## What this task involves
Nothing may be left out or changed. Print every entry.

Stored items
======
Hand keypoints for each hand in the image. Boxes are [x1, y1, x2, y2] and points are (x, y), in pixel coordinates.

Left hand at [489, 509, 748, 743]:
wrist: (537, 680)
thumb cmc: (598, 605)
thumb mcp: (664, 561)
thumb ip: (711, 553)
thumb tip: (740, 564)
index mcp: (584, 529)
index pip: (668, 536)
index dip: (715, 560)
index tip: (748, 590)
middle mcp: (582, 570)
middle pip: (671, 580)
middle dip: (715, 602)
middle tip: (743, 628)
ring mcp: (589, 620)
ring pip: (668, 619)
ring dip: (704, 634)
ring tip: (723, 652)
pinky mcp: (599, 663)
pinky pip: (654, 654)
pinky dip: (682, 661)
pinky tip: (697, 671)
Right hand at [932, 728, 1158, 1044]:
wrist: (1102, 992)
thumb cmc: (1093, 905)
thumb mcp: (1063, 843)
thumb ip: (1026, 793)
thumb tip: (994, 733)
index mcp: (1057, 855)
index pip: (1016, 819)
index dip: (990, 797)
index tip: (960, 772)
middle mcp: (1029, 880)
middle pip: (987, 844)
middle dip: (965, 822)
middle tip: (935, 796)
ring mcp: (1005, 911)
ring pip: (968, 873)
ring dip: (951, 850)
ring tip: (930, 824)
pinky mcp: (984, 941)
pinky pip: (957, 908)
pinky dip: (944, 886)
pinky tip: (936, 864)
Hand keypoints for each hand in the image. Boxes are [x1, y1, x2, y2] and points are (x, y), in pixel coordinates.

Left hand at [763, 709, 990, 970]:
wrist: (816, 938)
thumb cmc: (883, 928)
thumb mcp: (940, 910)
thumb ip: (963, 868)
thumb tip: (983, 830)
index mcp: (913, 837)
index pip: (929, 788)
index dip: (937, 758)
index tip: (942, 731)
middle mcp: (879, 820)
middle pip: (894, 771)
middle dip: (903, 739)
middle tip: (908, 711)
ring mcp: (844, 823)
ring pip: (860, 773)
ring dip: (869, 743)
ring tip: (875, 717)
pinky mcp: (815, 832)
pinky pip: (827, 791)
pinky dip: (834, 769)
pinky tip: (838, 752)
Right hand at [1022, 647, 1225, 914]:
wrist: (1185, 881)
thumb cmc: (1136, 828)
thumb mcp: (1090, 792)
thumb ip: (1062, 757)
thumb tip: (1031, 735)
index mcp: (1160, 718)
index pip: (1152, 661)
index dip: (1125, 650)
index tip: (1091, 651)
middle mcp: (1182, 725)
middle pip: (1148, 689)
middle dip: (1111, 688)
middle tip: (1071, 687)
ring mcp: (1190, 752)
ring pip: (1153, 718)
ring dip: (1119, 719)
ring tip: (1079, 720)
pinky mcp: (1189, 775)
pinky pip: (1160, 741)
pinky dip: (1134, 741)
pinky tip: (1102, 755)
======
## Reply to the task
Hand keypoints for each hand in the image. Boxes are [x1, y1, x2, y2] and points are (x, y), in pixel coordinates.

Left hand at [489, 509, 748, 743]:
wrist: (537, 680)
thumb cmc: (598, 605)
thumb mcp: (664, 561)
thumb ip: (711, 553)
thumb tip: (740, 564)
index mcp: (584, 529)
index pip: (668, 536)
index dip: (715, 560)
index tip: (748, 590)
middle mcp: (582, 570)
middle pip: (671, 580)
middle dip: (715, 602)
middle tip: (743, 628)
ring mcp: (589, 620)
ring pip: (668, 619)
ring dip: (704, 634)
ring tip: (723, 652)
pinky mcp: (599, 663)
pinky pip: (654, 654)
pinky dip: (682, 661)
pinky tip: (697, 671)
Right hand at [932, 728, 1158, 1044]:
wrist: (1102, 992)
thumb cmc: (1093, 905)
thumb mcp: (1063, 843)
thumb ip: (1026, 793)
thumb tip: (994, 733)
index mcp: (1057, 855)
index pip: (1016, 819)
index dip: (990, 797)
index tip: (960, 772)
middle mcp: (1029, 880)
middle pip: (987, 844)
middle dip: (965, 822)
middle tip: (935, 796)
ring mcp: (1005, 911)
ring pip: (968, 873)
ring dip: (951, 850)
ring tip: (930, 824)
pinky mcp: (984, 941)
pinky pip: (957, 908)
pinky dip: (944, 886)
pinky tip: (936, 864)
Hand keypoints for each hand in the image. Boxes are [x1, y1, x2, y2] and points are (x, y), in pixel coordinates.

Left hand at [763, 709, 990, 970]:
wrist: (816, 938)
thumb cmc: (883, 928)
thumb mcp: (940, 910)
thumb ip: (963, 868)
thumb tip: (983, 830)
index mcp: (913, 837)
index pip: (929, 788)
index dip: (937, 758)
index tip: (942, 731)
middle mcp: (879, 820)
middle pip: (894, 771)
middle dip: (903, 739)
middle tip: (908, 711)
ring mcp: (844, 823)
ring pip: (860, 773)
ring dip: (869, 743)
ring tip: (875, 717)
pinky mcp: (815, 832)
pinky pip: (827, 791)
pinky dip: (834, 769)
pinky tip: (838, 752)
Right hand at [1022, 647, 1225, 914]:
wrist: (1185, 881)
thumb cmc: (1136, 828)
thumb mcp: (1090, 792)
thumb ip: (1062, 757)
thumb tip: (1031, 735)
index mcp: (1160, 718)
index pip: (1152, 661)
index dip: (1125, 650)
index tip: (1091, 651)
middle mcp: (1182, 725)
middle pip: (1148, 689)
middle dip: (1111, 688)
middle tip: (1071, 687)
ring mcp: (1190, 752)
ring pip: (1153, 718)
ring dip: (1119, 719)
ring tip: (1079, 720)
pinky mcp: (1189, 775)
pinky pip: (1160, 741)
pinky dip: (1134, 741)
pinky tip: (1102, 755)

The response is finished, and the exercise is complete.